The multiplexer 95 of the general purpose bus controller 24 then selects inputs from either the programmable interface timing control mechanism 92 or the general purpose DMA state machine 96 according to a gp_sel signal received from the general purpose bus control state machine 90. As outputs from the multiplexer 95, any one of five signals may result. These five signals are shown in FIG. 2 as gp_memrd, gp_memwr, gp_iord, gp_iowr, or gp_aen, and are coupled to an external general purpose bus 100. The gp_sel signal ultimately decides which of the command signals (CPU or DMA) pass through the multiplexer 95 to the external general purpose bus 100.
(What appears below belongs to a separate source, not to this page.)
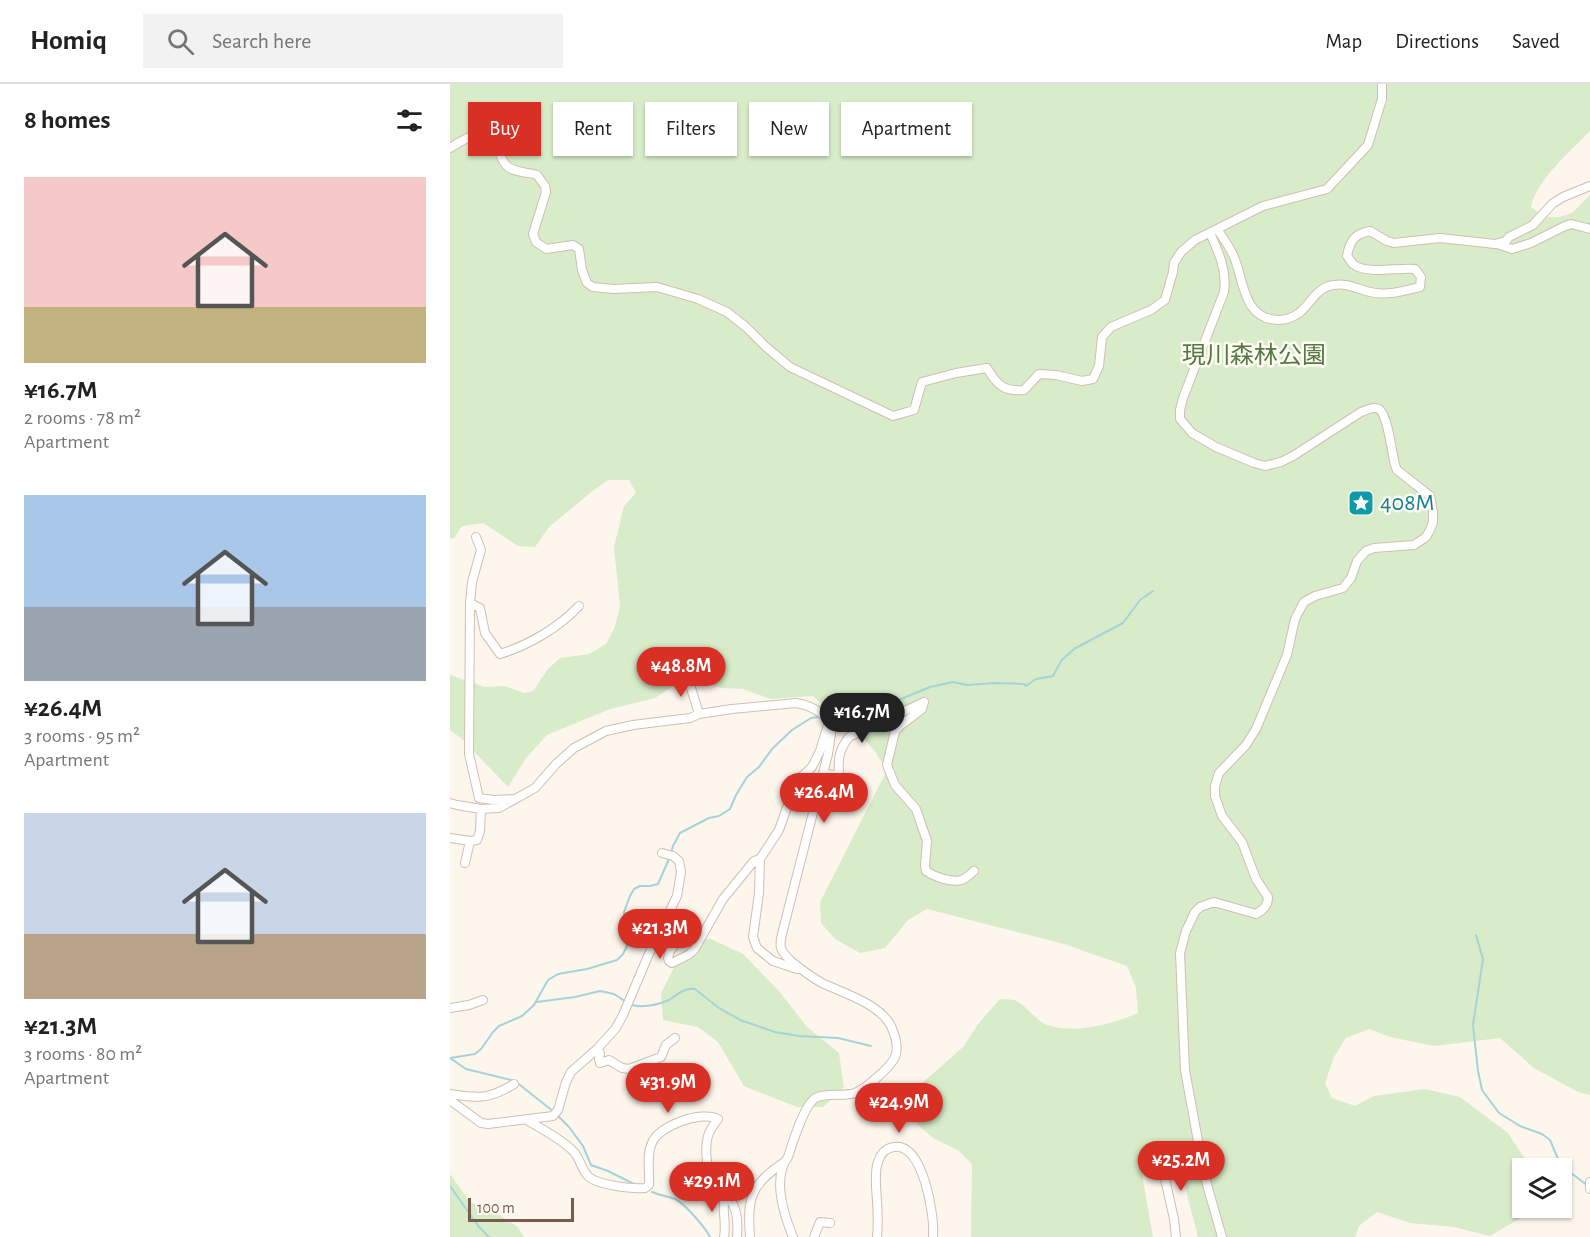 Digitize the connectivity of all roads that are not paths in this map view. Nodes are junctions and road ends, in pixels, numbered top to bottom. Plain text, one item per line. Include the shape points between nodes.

FIG. 2 shows one signal going to the external general purpose bus 100, but does not show an analogous signal for the internal general purpose bus 72. This signal is the address latch enable, shown as gp_ale in FIG. 2. The address latch enable signal is a signal for latching the address signals on a local address bus into the latches for a system address bus. In FIG. 2, the local address bus corresponds to the internal general purpose bus 72 while the system address bus corresponds to the external general purpose bus 100.
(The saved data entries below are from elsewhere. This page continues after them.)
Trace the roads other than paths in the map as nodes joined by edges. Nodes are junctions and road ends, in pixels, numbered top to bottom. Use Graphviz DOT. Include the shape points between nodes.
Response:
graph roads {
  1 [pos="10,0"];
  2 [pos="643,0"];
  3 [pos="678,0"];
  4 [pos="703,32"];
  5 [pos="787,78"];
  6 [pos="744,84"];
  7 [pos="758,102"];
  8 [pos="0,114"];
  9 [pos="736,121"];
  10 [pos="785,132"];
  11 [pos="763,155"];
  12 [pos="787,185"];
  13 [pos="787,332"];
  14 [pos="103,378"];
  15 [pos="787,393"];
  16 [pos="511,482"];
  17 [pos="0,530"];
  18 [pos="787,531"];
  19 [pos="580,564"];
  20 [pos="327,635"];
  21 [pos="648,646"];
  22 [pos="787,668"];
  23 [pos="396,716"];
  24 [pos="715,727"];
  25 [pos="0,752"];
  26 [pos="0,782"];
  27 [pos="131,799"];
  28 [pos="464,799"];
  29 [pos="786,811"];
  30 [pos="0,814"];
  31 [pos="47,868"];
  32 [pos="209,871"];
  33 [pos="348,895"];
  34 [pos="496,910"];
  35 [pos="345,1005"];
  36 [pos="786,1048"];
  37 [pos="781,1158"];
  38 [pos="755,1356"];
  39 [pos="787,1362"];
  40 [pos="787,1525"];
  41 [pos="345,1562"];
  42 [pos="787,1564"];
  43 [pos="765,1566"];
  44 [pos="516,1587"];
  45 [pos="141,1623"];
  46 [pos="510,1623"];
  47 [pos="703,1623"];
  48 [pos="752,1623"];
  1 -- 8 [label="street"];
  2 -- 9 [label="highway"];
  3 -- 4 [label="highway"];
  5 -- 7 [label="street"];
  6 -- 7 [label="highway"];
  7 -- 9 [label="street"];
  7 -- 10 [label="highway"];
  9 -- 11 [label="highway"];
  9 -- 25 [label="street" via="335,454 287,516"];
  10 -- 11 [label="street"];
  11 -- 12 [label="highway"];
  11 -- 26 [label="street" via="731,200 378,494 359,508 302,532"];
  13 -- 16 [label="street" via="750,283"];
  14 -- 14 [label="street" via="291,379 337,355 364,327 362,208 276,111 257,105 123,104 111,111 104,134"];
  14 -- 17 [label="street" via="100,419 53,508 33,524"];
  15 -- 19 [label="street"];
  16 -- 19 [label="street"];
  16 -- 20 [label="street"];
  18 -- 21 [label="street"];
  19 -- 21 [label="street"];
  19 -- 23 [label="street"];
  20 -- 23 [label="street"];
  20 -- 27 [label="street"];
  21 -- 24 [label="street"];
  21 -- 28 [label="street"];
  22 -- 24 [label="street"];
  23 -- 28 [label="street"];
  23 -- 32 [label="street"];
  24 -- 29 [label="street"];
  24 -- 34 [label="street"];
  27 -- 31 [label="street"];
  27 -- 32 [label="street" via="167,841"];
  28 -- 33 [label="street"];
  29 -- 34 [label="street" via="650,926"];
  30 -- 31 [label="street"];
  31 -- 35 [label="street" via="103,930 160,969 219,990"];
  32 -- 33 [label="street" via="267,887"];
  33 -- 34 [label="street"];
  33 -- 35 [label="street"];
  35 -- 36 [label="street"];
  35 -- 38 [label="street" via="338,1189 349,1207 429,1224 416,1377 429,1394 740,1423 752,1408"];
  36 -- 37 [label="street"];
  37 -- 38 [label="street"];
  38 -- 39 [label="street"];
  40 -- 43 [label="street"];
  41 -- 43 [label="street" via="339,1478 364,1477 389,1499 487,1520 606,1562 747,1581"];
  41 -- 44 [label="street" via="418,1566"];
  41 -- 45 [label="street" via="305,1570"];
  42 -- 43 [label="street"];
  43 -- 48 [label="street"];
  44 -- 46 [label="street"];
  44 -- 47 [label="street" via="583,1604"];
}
For the microcontroller M, the address is actually available before gp_ale is asserted. However, ISA peripheral devices typically require an ALE signal to indicate the availability of an address on the ISA bus. Thus, to support such ISA peripheral devices, the address latch enable (gp_ale) signal indicates when an address which was on the internal general purpose bus 72 is now available to the external general purpose bus 100.

The general purpose bus controller 24 is shown coupled to the internal general purpose bus 72 and the external general purpose bus 100. As described in FIG. 1, above, the general purpose buses include an internal general purpose bus 72, which is inside the microcontroller M, and an external general purpose bus 100, which is external to the microcontroller M. As shown in FIG. 2, the internal general purpose bus 72 receives the following signals from the general purpose bus control state machine 90: iord, iowr, memrd, and memwr. The external general purpose bus 100 receives address signals GP_A[25:0] and data signals GP_D[15:0] from the internal general purpose bus 72. These signals essentially extend the internal general purpose address and data buses such that they are external to the microcontroller M.
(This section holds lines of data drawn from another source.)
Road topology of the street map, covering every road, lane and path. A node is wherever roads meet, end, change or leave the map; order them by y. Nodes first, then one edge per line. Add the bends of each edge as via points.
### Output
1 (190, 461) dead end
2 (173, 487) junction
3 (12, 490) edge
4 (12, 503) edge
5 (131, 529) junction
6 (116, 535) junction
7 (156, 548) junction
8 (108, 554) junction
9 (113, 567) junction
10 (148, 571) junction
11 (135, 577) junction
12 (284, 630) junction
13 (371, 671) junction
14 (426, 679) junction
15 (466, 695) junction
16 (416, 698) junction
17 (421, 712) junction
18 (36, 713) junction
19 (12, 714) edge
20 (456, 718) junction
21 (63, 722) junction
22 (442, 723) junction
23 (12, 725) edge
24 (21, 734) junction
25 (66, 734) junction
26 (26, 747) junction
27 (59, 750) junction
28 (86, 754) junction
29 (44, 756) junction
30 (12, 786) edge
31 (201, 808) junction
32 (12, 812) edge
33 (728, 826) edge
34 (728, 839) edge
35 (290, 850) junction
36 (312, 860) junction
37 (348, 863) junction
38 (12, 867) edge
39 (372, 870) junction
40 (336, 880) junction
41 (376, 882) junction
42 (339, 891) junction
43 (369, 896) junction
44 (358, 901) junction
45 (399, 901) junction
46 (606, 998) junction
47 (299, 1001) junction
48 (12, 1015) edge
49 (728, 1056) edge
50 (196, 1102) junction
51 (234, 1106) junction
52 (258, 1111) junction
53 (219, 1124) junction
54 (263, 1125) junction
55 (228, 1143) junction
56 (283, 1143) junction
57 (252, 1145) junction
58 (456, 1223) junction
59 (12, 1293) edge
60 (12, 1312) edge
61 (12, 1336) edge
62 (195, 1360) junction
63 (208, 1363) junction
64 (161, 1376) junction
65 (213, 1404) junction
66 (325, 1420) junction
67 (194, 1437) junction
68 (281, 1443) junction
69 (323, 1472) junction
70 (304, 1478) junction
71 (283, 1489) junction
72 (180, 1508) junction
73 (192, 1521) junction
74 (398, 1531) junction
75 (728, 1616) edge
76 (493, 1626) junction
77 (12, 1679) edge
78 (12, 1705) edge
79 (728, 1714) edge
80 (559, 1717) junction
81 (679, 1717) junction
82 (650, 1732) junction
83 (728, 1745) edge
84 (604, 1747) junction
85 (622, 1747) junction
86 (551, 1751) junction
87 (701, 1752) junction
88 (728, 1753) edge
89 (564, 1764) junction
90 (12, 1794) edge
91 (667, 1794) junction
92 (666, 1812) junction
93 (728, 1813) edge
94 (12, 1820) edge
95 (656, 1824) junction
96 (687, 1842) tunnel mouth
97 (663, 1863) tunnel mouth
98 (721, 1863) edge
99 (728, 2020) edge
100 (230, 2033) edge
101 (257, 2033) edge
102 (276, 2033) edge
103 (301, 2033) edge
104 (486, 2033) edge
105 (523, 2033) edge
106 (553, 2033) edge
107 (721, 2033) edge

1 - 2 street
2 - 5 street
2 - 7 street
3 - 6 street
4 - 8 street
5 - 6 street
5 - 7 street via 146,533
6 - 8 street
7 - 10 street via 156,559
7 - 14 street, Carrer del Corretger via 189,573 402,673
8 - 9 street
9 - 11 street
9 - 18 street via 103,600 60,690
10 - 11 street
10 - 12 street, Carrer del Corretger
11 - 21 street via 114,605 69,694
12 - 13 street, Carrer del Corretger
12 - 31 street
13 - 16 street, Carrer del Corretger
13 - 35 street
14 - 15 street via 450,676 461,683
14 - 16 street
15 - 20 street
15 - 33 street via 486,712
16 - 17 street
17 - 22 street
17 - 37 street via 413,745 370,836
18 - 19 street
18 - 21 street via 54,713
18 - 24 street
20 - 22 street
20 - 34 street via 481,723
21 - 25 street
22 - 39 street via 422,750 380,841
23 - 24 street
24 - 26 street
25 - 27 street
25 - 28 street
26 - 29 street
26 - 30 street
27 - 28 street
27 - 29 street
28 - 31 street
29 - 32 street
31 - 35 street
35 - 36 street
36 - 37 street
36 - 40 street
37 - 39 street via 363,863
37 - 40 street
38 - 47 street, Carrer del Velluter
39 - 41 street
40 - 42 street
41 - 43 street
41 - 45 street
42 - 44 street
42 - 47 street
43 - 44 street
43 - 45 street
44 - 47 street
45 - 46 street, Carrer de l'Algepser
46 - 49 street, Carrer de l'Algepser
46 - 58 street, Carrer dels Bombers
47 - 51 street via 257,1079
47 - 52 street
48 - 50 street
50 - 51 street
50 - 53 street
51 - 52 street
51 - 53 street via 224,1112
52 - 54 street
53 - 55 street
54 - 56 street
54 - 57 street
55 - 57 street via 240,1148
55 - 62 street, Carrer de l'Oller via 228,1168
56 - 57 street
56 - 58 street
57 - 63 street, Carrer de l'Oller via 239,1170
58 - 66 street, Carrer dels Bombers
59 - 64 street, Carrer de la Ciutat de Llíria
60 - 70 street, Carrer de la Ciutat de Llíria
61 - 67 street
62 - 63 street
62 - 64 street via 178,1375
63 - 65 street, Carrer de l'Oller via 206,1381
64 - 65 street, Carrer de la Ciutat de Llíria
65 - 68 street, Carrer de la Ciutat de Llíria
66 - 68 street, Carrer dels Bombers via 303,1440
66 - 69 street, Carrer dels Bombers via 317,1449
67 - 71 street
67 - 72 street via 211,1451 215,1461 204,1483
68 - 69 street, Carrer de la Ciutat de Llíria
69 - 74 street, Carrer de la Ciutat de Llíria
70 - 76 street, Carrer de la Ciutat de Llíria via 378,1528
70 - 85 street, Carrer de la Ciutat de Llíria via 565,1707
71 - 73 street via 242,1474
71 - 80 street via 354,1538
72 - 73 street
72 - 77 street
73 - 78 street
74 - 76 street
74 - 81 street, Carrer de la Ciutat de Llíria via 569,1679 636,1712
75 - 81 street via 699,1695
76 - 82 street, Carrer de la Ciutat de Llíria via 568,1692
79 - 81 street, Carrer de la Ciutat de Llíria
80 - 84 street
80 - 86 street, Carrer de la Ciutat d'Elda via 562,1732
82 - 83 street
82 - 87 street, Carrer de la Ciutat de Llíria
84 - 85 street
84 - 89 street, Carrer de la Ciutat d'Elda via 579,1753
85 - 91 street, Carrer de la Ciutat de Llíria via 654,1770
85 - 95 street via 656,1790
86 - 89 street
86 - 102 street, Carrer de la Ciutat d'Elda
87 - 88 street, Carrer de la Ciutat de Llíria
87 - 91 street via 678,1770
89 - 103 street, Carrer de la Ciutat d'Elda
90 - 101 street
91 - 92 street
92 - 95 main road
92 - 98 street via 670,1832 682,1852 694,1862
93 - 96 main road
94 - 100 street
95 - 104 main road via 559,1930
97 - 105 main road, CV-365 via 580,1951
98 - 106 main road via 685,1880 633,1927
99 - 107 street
The external general purpose bus 100, as shown in FIG. 2, receives signals gp_memrd, gp_memwr, gp_iord, gp_iowr, and gp_aen from the multiplexer 95. Also received from the general purpose bus controller 24 are gpcs[7:0] and gp_ale signals. The gpcs[7:0] signals are the chip select signals for up to eight external peripheral devices which may be attached to the external general purpose bus 100. The microcontroller M of the illustrative system provides programmable address region, or PAR, registers for programming these chip select signals. The PAR registers are discussed in more detail in the commonly assigned patent application, entitled "METHOD AND APPARATUS FOR OVERLAPPING PROGRAMMABLE ADDRESS REGIONS," previously incorporated herein by reference.

The internal general purpose bus 72 is shown coupled to a number of peripheral devices which are also described in FIG. 1. These peripheral devices are commonly found as part of PC-based or PC/AT-compatible systems. Peripheral devices, for example, may include a watch dog timer 32, a UART 40, a second UART 41, a real-time clock, or RTC 60, a programmable interrupt controller, or PIC 48, a programmable interval timer, or PIT 62, and a programmable I/O control mechanism, or PIO 50. These internal peripheral components operate off the internal general purpose bus 72. Accordingly, the internal peripheral components receive signals from the general purpose bus controller 24, much like the external general purpose bus 100 received the signals described above.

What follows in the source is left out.